─── DATASET ENTRIES
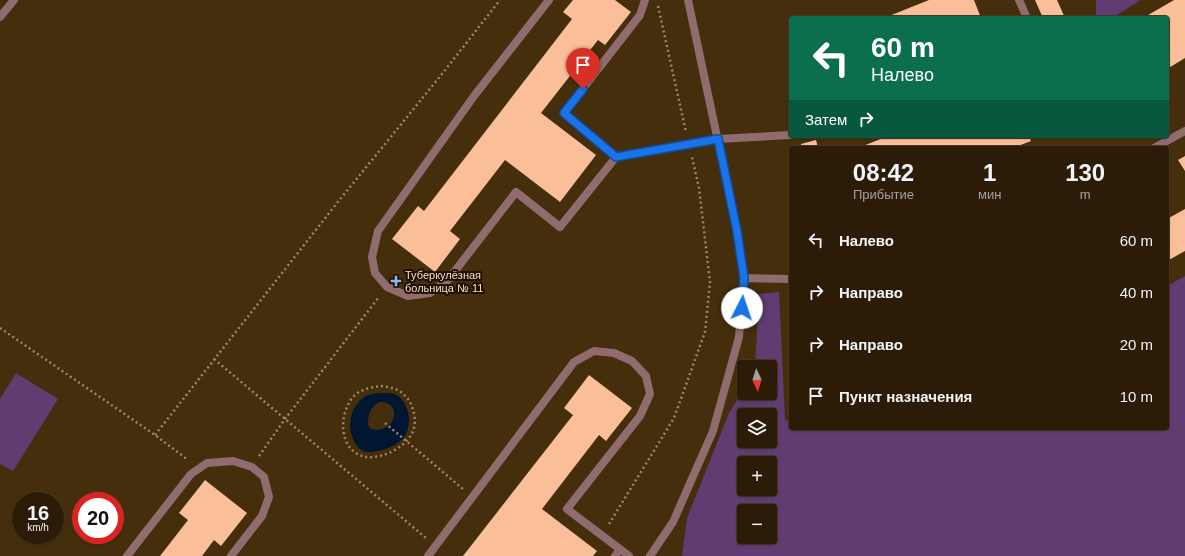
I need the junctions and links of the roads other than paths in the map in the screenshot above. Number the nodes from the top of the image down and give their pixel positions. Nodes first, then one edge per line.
1 (14, 0) edge
2 (549, 0) edge
3 (645, 0) edge
4 (688, 0) edge
5 (1019, 0) edge
6 (1, 16) edge
7 (1026, 16) edge
8 (1185, 131) edge
9 (789, 136) edge
10 (718, 139) junction
11 (1158, 146) edge
12 (616, 157) junction
13 (744, 278) junction
14 (789, 279) edge
15 (618, 553) edge
16 (127, 556) edge
17 (231, 556) edge
18 (428, 556) edge
19 (629, 556) edge
20 (650, 556) edge

1 - 6 lane
2 - 12 lane
3 - 12 lane
4 - 10 lane
5 - 7 lane
8 - 11 lane
9 - 10 lane
10 - 12 lane
10 - 13 lane
13 - 14 lane
13 - 20 lane
15 - 18 lane
15 - 19 lane
16 - 17 lane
──────
Do not include the images; transcribe the rest of the listing exactly.

I need the junctions and links of the roads other than paths in the map in the screenshot above. Number the nodes from the top of the image down and give their pixel positions. Nodes first, then one edge per line.
1 (14, 0) edge
2 (549, 0) edge
3 (645, 0) edge
4 (688, 0) edge
5 (1019, 0) edge
6 (1, 16) edge
7 (1026, 16) edge
8 (1185, 131) edge
9 (789, 136) edge
10 (718, 139) junction
11 (1158, 146) edge
12 (616, 157) junction
13 (744, 278) junction
14 (789, 279) edge
15 (618, 553) edge
16 (127, 556) edge
17 (231, 556) edge
18 (428, 556) edge
19 (629, 556) edge
20 (650, 556) edge

1 - 6 lane
2 - 12 lane
3 - 12 lane
4 - 10 lane
5 - 7 lane
8 - 11 lane
9 - 10 lane
10 - 12 lane
10 - 13 lane
13 - 14 lane
13 - 20 lane
15 - 18 lane
15 - 19 lane
16 - 17 lane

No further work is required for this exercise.